Like most workshops, the group has a social function that goes beyond chatting over bagels and coffee after each session. The medievalists have potlucks at the beginning and end of each year, which, Horn says, “makes for a more productive intellectual community. I feel like the other medievalists at the University are my second department.”

Literature and Philosophy
Literature and Philosophy is closely identified with the John U. Nef Committee on Social Thought. Because that group is by its nature interdisciplinary, the workshop draws attendees from a wide range of fields and can never accommodate all the students who want to present, says workshop leader Nicholas Bellinson, a fourth-year graduate student in the committee.

To select presenters, Bellinson says, leaders use three criteria: Will the topic appeal to regular workshop participants?
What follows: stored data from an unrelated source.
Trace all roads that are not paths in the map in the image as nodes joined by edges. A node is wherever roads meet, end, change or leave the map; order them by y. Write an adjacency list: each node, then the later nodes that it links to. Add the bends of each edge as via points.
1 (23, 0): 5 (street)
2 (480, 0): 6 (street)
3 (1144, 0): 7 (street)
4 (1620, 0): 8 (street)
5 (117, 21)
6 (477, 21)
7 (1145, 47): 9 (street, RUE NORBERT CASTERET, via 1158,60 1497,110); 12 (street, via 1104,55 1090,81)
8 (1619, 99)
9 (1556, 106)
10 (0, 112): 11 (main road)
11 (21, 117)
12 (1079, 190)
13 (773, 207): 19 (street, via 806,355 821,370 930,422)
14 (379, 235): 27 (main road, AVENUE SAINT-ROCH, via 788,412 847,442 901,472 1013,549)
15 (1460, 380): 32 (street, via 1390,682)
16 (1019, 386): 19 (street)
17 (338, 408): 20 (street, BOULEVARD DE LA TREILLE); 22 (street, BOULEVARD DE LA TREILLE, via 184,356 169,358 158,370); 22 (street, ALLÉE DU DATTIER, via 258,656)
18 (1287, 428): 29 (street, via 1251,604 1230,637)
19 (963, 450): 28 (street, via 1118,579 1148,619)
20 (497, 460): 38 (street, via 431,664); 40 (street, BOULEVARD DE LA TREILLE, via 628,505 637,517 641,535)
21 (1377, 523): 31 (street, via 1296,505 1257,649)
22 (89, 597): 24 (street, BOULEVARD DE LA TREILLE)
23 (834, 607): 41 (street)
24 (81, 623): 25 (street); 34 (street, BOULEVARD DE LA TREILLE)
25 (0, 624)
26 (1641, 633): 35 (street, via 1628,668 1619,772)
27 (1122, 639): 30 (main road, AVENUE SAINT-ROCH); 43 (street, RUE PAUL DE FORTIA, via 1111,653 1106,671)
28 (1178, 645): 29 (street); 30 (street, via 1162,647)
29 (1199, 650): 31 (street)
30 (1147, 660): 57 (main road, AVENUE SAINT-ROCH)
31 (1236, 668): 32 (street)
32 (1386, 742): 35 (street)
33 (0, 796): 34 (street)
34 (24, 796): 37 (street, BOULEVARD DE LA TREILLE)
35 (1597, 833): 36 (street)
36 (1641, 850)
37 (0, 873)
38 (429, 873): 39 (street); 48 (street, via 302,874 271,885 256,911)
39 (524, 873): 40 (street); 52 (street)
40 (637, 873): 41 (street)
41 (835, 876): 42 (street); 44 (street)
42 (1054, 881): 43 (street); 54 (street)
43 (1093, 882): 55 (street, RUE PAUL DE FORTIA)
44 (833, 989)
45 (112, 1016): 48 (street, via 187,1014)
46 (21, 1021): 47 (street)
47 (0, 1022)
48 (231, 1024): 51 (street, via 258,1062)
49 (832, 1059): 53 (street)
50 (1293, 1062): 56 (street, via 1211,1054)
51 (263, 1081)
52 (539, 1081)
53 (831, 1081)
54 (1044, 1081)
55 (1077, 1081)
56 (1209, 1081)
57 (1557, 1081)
Does it build on previous topics to create an interesting conversation? Or, conversely, could it draw people “whose interests might not be represented in other workshops or other fora in the University”?

Bellinson enjoys the conversation the workshops foster among a wide range of scholars, as well as the closer, more peer-like relationship to the faculty who attend.

“In a seminar class you have at most two professors and a lot of students,” he says. “But sometimes you come to one of these and there are five professors and five students.”

Today’s lecture, held in a seminar room under the gaze of a bust of Nef, is by Ethan Blass, a PhD candidate in Germanic Studies, on “Romance as a Way of Seeing in Goethe and Hitchcock.”

Blass conceives of romance as a way of reading, “not just an object, but a subjective element.” But pinning down that element proves tricky. The discussion quickly leaves Alfred Hitchcock behind and proceeds through Don Quixote, Elias Canetti, Dante, Goethe’s notion of the Urpflanze, and Star Wars. Although conversation gets heated, no one raises their voice or gets angry.

“We’ve had much more contentious discussions than that,” Bellinson says. “And we don’t mind. As long as people are civil, it’s all right if they disagree.”